* Your task
Here the job is to transcribe the data verbatim while leaving each picture out.
--
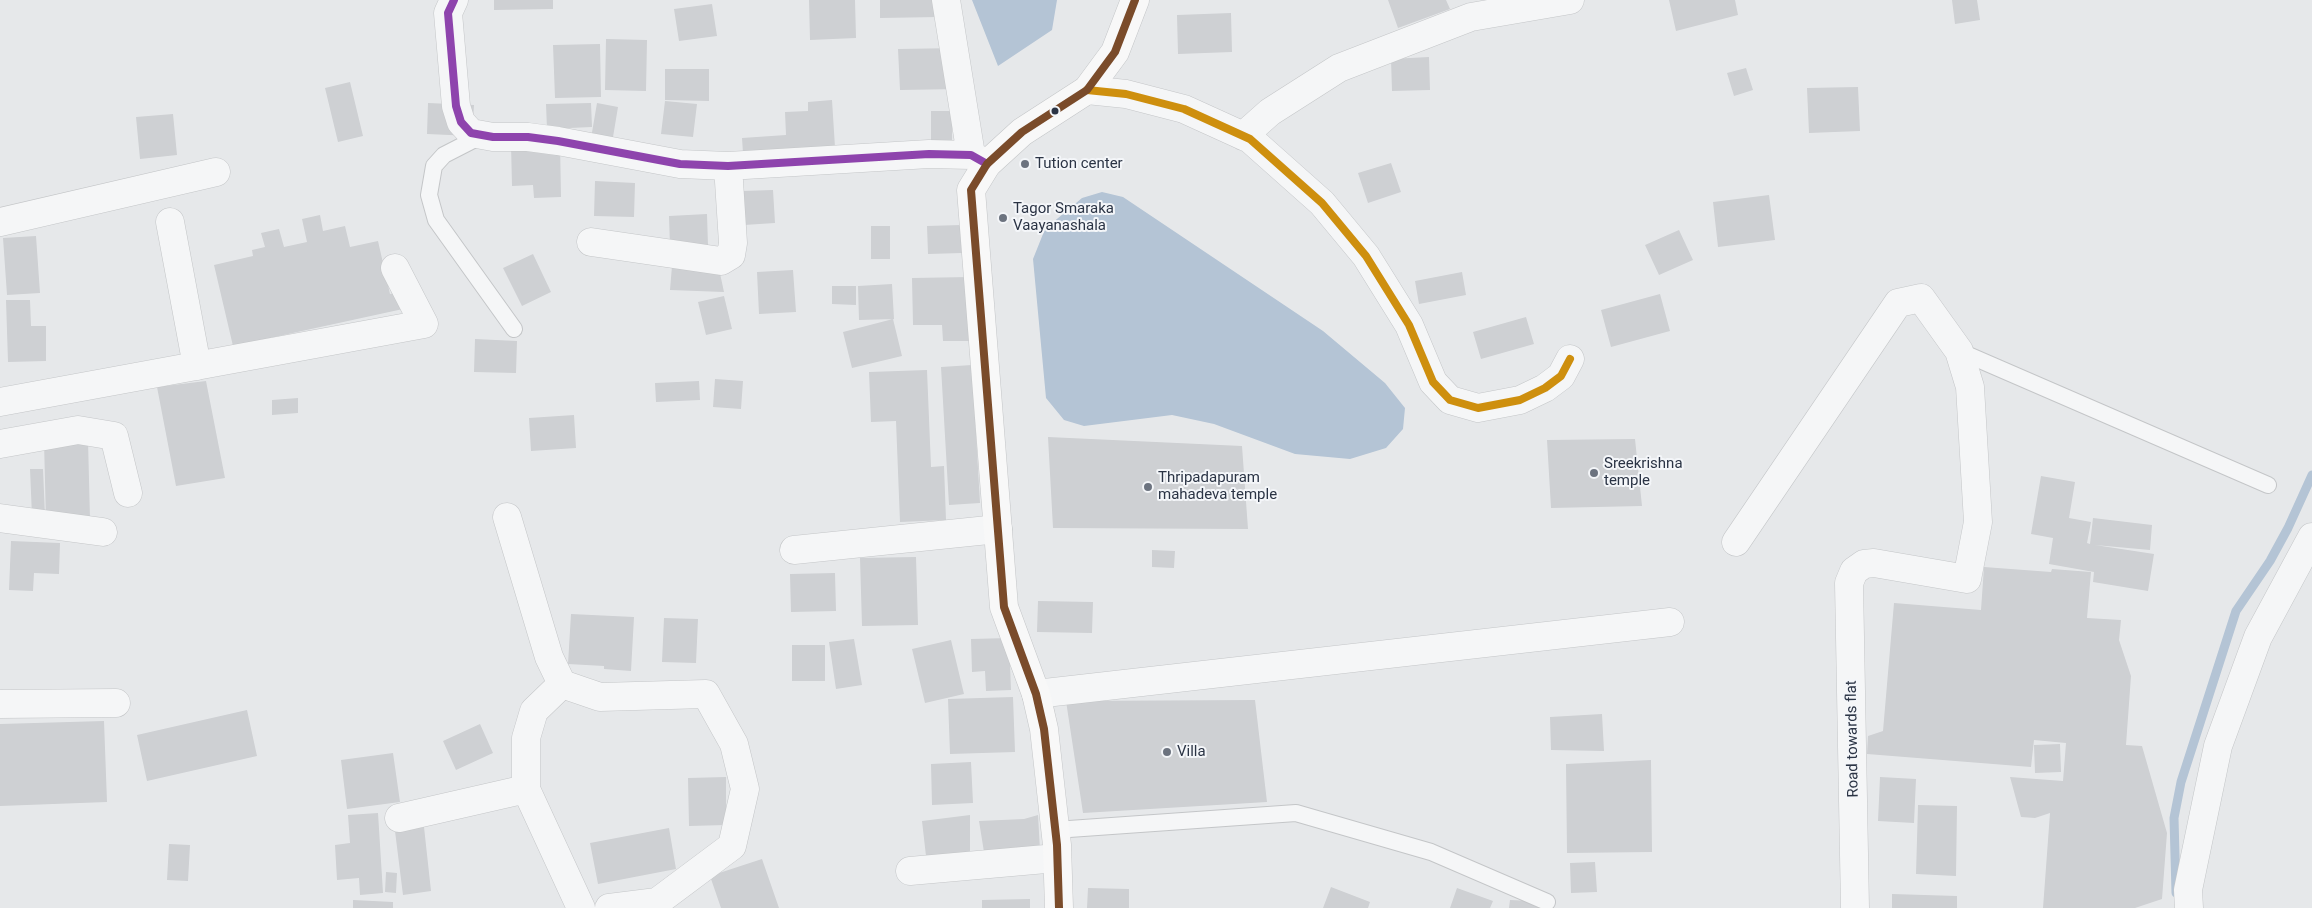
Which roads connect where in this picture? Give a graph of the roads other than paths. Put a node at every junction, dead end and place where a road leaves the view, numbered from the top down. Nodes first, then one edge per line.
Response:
1 (454, 0) edge
2 (946, 0) edge
3 (1135, 0) edge
4 (1570, 0) edge
5 (1087, 90) junction
6 (483, 135) junction
7 (1243, 136) junction
8 (979, 160) junction
9 (728, 166) junction
10 (216, 172) dead end
11 (0, 222) edge
12 (170, 222) dead end
13 (591, 242) dead end
14 (395, 268) dead end
15 (514, 329) dead end
16 (1959, 351) junction
17 (1570, 359) dead end
18 (197, 366) junction
19 (0, 402) edge
20 (0, 444) edge
21 (2268, 485) dead end
22 (128, 493) dead end
23 (507, 517) dead end
24 (0, 518) edge
25 (998, 529) junction
26 (103, 532) dead end
27 (2312, 537) edge
28 (1736, 542) dead end
29 (794, 550) dead end
30 (1670, 622) dead end
31 (562, 684) junction
32 (1036, 694) junction
33 (116, 702) dead end
34 (0, 704) edge
35 (526, 789) junction
36 (398, 818) dead end
37 (1055, 830) junction
38 (1057, 858) junction
39 (910, 871) dead end
40 (1547, 902) dead end
41 (581, 908) edge
42 (609, 908) edge
43 (1058, 908) edge
44 (1855, 908) edge
45 (2189, 908) edge

1 - 6 street
2 - 8 street
3 - 5 main road
4 - 7 street
5 - 7 street
5 - 8 main road
6 - 9 street
6 - 15 lane
7 - 17 street
8 - 9 street
8 - 25 main road
9 - 13 street
10 - 11 street
12 - 18 street
14 - 18 street
16 - 21 lane
16 - 28 street
16 - 44 street, Road towards flat
18 - 19 street
20 - 22 street
23 - 31 street
24 - 26 street
25 - 29 street
25 - 32 main road
27 - 45 street
30 - 32 street
31 - 35 street
31 - 42 street
32 - 37 main road
33 - 34 street
35 - 36 street
35 - 41 street
37 - 38 main road
37 - 40 lane
38 - 39 street
38 - 43 main road

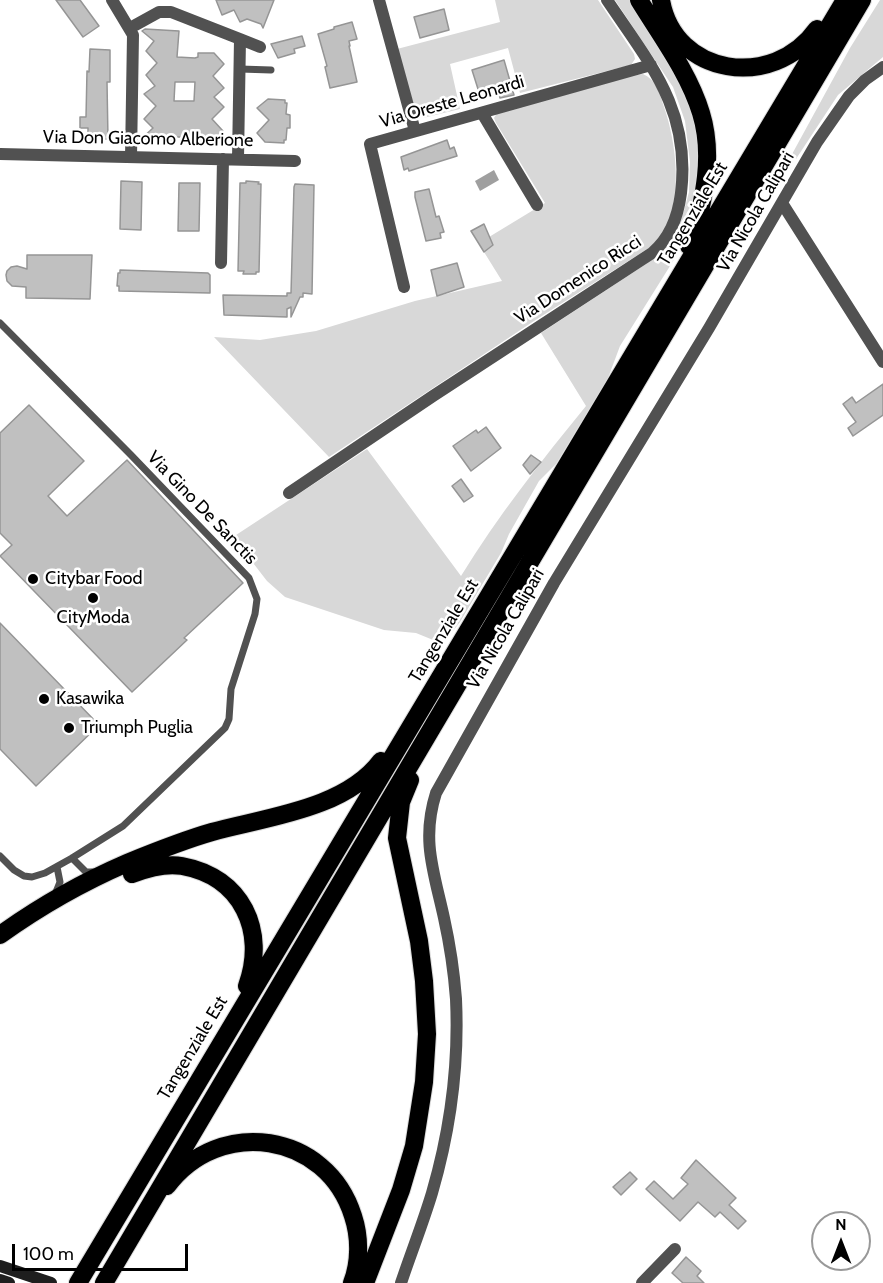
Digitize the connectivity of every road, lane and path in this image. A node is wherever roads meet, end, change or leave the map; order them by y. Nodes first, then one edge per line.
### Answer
1 (112, 0) edge
2 (379, 0) edge
3 (607, 0) edge
4 (639, 0) edge
5 (661, 0) edge
6 (836, 0) edge
7 (844, 0) edge
8 (862, 0) edge
9 (130, 28) junction
10 (240, 39) junction
11 (260, 47) dead end
12 (651, 65) junction
13 (883, 67) edge
14 (240, 69) junction
15 (271, 70) dead end
16 (482, 113) junction
17 (415, 131) junction
18 (0, 154) edge
19 (131, 157) junction
20 (223, 159) junction
21 (238, 159) junction
22 (295, 161) dead end
23 (782, 203) junction
24 (537, 205) dead end
25 (221, 262) dead end
26 (404, 287) dead end
27 (0, 323) edge
28 (636, 351) junction
29 (883, 362) edge
30 (289, 493) dead end
31 (452, 657) junction
32 (471, 661) junction
33 (0, 856) edge
34 (72, 858) junction
35 (127, 863) junction
36 (57, 867) junction
37 (24, 919) junction
38 (0, 935) edge
39 (0, 948) edge
40 (216, 1050) junction
41 (675, 1249) dead end
42 (0, 1266) edge
43 (0, 1280) edge
44 (46, 1281) edge
45 (9, 1283) edge
46 (78, 1283) edge
47 (104, 1283) edge
48 (110, 1283) edge
49 (351, 1283) edge
50 (365, 1283) edge
51 (401, 1283) edge
52 (642, 1283) edge

1 - 9 street
2 - 17 street
3 - 12 street, Via Domenico Ricci
4 - 28 highway
5 - 6 highway
7 - 28 highway, Tangenziale Est
8 - 32 highway, Tangenziale Est
9 - 10 street
9 - 19 street
10 - 11 street
10 - 14 street
12 - 16 street, Via Oreste Leonardi
12 - 30 street, Via Domenico Ricci
13 - 23 street, Via Nicola Calipari
14 - 15 lane
14 - 21 street
16 - 17 street, Via Oreste Leonardi
16 - 24 street
17 - 26 street, Via Oreste Leonardi
18 - 19 street, Via Don Giacomo Alberione
19 - 20 street, Via Don Giacomo Alberione
20 - 21 street, Via Don Giacomo Alberione
20 - 25 street
21 - 22 street, Via Don Giacomo Alberione
23 - 29 street
23 - 51 street, Via Nicola Calipari
27 - 34 lane, Via Gino De Sanctis
28 - 31 highway, Tangenziale Est
31 - 35 highway
31 - 40 highway, Tangenziale Est
32 - 47 highway, Tangenziale Est
32 - 50 highway
33 - 36 lane, Via Gino De Sanctis
34 - 35 lane
34 - 36 lane, Via Gino De Sanctis
35 - 37 highway
36 - 37 lane
37 - 38 highway
39 - 40 highway
40 - 46 highway, Tangenziale Est
41 - 52 street
42 - 44 main road
43 - 45 main road
48 - 49 highway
--
* Solution
Which roads connect where in this picture? Give a graph of the roads other than paths. Put a node at every junction, dead end and place where a road leaves the view, numbered from the top down. Nodes first, then one edge per line.
Response:
1 (454, 0) edge
2 (946, 0) edge
3 (1135, 0) edge
4 (1570, 0) edge
5 (1087, 90) junction
6 (483, 135) junction
7 (1243, 136) junction
8 (979, 160) junction
9 (728, 166) junction
10 (216, 172) dead end
11 (0, 222) edge
12 (170, 222) dead end
13 (591, 242) dead end
14 (395, 268) dead end
15 (514, 329) dead end
16 (1959, 351) junction
17 (1570, 359) dead end
18 (197, 366) junction
19 (0, 402) edge
20 (0, 444) edge
21 (2268, 485) dead end
22 (128, 493) dead end
23 (507, 517) dead end
24 (0, 518) edge
25 (998, 529) junction
26 (103, 532) dead end
27 (2312, 537) edge
28 (1736, 542) dead end
29 (794, 550) dead end
30 (1670, 622) dead end
31 (562, 684) junction
32 (1036, 694) junction
33 (116, 702) dead end
34 (0, 704) edge
35 (526, 789) junction
36 (398, 818) dead end
37 (1055, 830) junction
38 (1057, 858) junction
39 (910, 871) dead end
40 (1547, 902) dead end
41 (581, 908) edge
42 (609, 908) edge
43 (1058, 908) edge
44 (1855, 908) edge
45 (2189, 908) edge

1 - 6 street
2 - 8 street
3 - 5 main road
4 - 7 street
5 - 7 street
5 - 8 main road
6 - 9 street
6 - 15 lane
7 - 17 street
8 - 9 street
8 - 25 main road
9 - 13 street
10 - 11 street
12 - 18 street
14 - 18 street
16 - 21 lane
16 - 28 street
16 - 44 street, Road towards flat
18 - 19 street
20 - 22 street
23 - 31 street
24 - 26 street
25 - 29 street
25 - 32 main road
27 - 45 street
30 - 32 street
31 - 35 street
31 - 42 street
32 - 37 main road
33 - 34 street
35 - 36 street
35 - 41 street
37 - 38 main road
37 - 40 lane
38 - 39 street
38 - 43 main road

Digitize the connectivity of every road, lane and path in this image. A node is wherever roads meet, end, change or leave the map; order them by y. Nodes first, then one edge per line.
### Answer
1 (112, 0) edge
2 (379, 0) edge
3 (607, 0) edge
4 (639, 0) edge
5 (661, 0) edge
6 (836, 0) edge
7 (844, 0) edge
8 (862, 0) edge
9 (130, 28) junction
10 (240, 39) junction
11 (260, 47) dead end
12 (651, 65) junction
13 (883, 67) edge
14 (240, 69) junction
15 (271, 70) dead end
16 (482, 113) junction
17 (415, 131) junction
18 (0, 154) edge
19 (131, 157) junction
20 (223, 159) junction
21 (238, 159) junction
22 (295, 161) dead end
23 (782, 203) junction
24 (537, 205) dead end
25 (221, 262) dead end
26 (404, 287) dead end
27 (0, 323) edge
28 (636, 351) junction
29 (883, 362) edge
30 (289, 493) dead end
31 (452, 657) junction
32 (471, 661) junction
33 (0, 856) edge
34 (72, 858) junction
35 (127, 863) junction
36 (57, 867) junction
37 (24, 919) junction
38 (0, 935) edge
39 (0, 948) edge
40 (216, 1050) junction
41 (675, 1249) dead end
42 (0, 1266) edge
43 (0, 1280) edge
44 (46, 1281) edge
45 (9, 1283) edge
46 (78, 1283) edge
47 (104, 1283) edge
48 (110, 1283) edge
49 (351, 1283) edge
50 (365, 1283) edge
51 (401, 1283) edge
52 (642, 1283) edge

1 - 9 street
2 - 17 street
3 - 12 street, Via Domenico Ricci
4 - 28 highway
5 - 6 highway
7 - 28 highway, Tangenziale Est
8 - 32 highway, Tangenziale Est
9 - 10 street
9 - 19 street
10 - 11 street
10 - 14 street
12 - 16 street, Via Oreste Leonardi
12 - 30 street, Via Domenico Ricci
13 - 23 street, Via Nicola Calipari
14 - 15 lane
14 - 21 street
16 - 17 street, Via Oreste Leonardi
16 - 24 street
17 - 26 street, Via Oreste Leonardi
18 - 19 street, Via Don Giacomo Alberione
19 - 20 street, Via Don Giacomo Alberione
20 - 21 street, Via Don Giacomo Alberione
20 - 25 street
21 - 22 street, Via Don Giacomo Alberione
23 - 29 street
23 - 51 street, Via Nicola Calipari
27 - 34 lane, Via Gino De Sanctis
28 - 31 highway, Tangenziale Est
31 - 35 highway
31 - 40 highway, Tangenziale Est
32 - 47 highway, Tangenziale Est
32 - 50 highway
33 - 36 lane, Via Gino De Sanctis
34 - 35 lane
34 - 36 lane, Via Gino De Sanctis
35 - 37 highway
36 - 37 lane
37 - 38 highway
39 - 40 highway
40 - 46 highway, Tangenziale Est
41 - 52 street
42 - 44 main road
43 - 45 main road
48 - 49 highway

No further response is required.